* DATA SHOWN

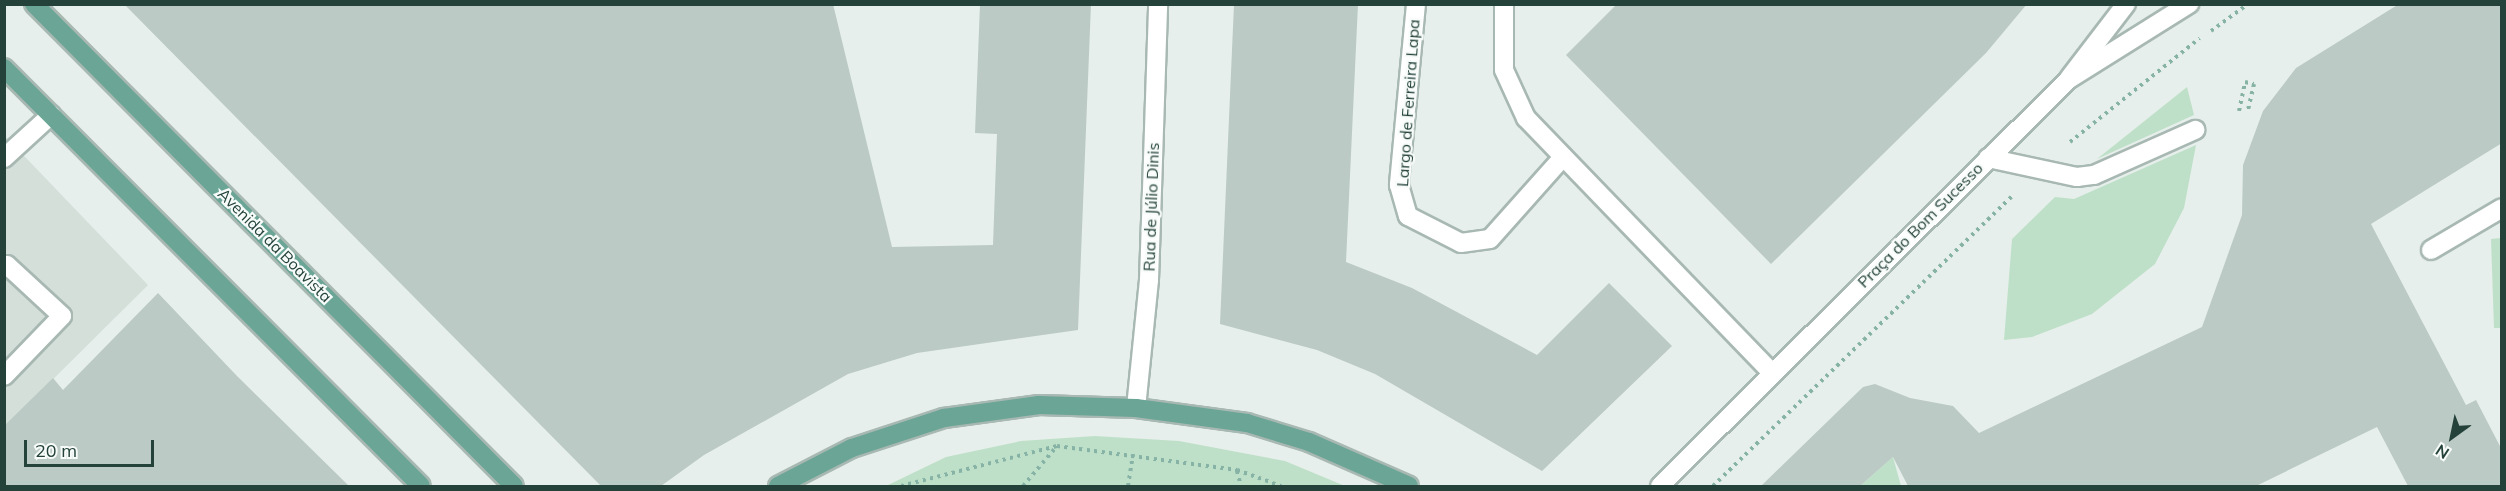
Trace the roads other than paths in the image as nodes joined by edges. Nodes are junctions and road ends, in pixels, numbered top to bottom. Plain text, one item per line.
1 (34, 4) edge
2 (1158, 4) edge
3 (1416, 4) edge
4 (1504, 4) edge
5 (2126, 4) edge
6 (2189, 4) edge
7 (4, 68) edge
8 (2069, 79) junction
9 (51, 115) junction
10 (2195, 130) dead end
11 (1563, 157) junction
12 (4, 158) edge
13 (1988, 158) junction
14 (2502, 208) edge
15 (2431, 250) dead end
16 (4, 268) edge
17 (1771, 372) junction
18 (4, 376) edge
19 (1136, 408) junction
20 (421, 486) edge
21 (514, 486) edge
22 (778, 486) edge
23 (1409, 486) edge
24 (1660, 486) edge

1 - 21 main road, Avenida da Boavista
2 - 19 main road, Rua de Júlio Dinis
3 - 11 main road, Largo de Ferreira Lapa
4 - 11 main road
5 - 8 main road, Praça do Bom Sucesso
6 - 8 main road, Praça do Bom Sucesso
7 - 9 main road
8 - 13 main road, Praça do Bom Sucesso
9 - 12 main road
9 - 20 main road
10 - 13 main road
11 - 17 main road
13 - 17 main road, Praça do Bom Sucesso
14 - 15 main road
16 - 18 main road
17 - 24 main road, Praça do Bom Sucesso
19 - 22 main road
19 - 23 main road

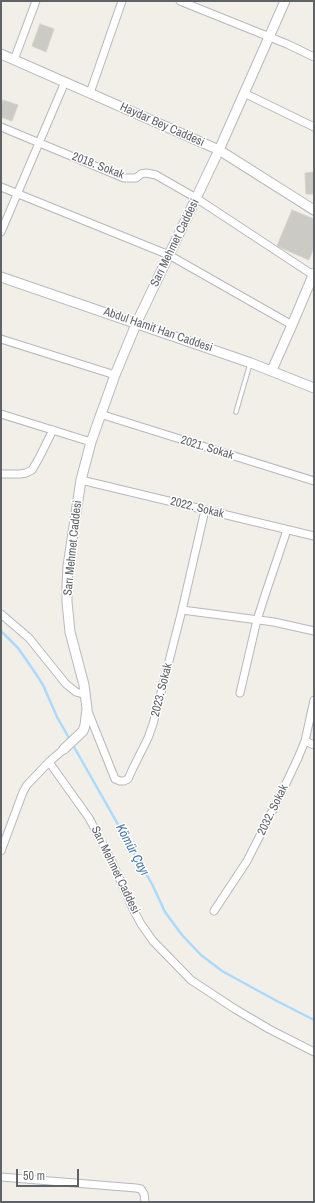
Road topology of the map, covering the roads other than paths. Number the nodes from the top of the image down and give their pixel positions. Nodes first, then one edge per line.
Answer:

* WORK TO COMPLETE
Word for word, reproduce the material above and omit each image.

* ANSWER BELOW
Trace the roads other than paths in the image as nodes joined by edges. Nodes are junctions and road ends, in pixels, numbered top to bottom. Plain text, one item per line.
1 (34, 4) edge
2 (1158, 4) edge
3 (1416, 4) edge
4 (1504, 4) edge
5 (2126, 4) edge
6 (2189, 4) edge
7 (4, 68) edge
8 (2069, 79) junction
9 (51, 115) junction
10 (2195, 130) dead end
11 (1563, 157) junction
12 (4, 158) edge
13 (1988, 158) junction
14 (2502, 208) edge
15 (2431, 250) dead end
16 (4, 268) edge
17 (1771, 372) junction
18 (4, 376) edge
19 (1136, 408) junction
20 (421, 486) edge
21 (514, 486) edge
22 (778, 486) edge
23 (1409, 486) edge
24 (1660, 486) edge

1 - 21 main road, Avenida da Boavista
2 - 19 main road, Rua de Júlio Dinis
3 - 11 main road, Largo de Ferreira Lapa
4 - 11 main road
5 - 8 main road, Praça do Bom Sucesso
6 - 8 main road, Praça do Bom Sucesso
7 - 9 main road
8 - 13 main road, Praça do Bom Sucesso
9 - 12 main road
9 - 20 main road
10 - 13 main road
11 - 17 main road
13 - 17 main road, Praça do Bom Sucesso
14 - 15 main road
16 - 18 main road
17 - 24 main road, Praça do Bom Sucesso
19 - 22 main road
19 - 23 main road

Road topology of the map, covering the roads other than paths. Number the nodes from the top of the image down and give their pixel positions. Nodes first, then one edge per line.
Answer:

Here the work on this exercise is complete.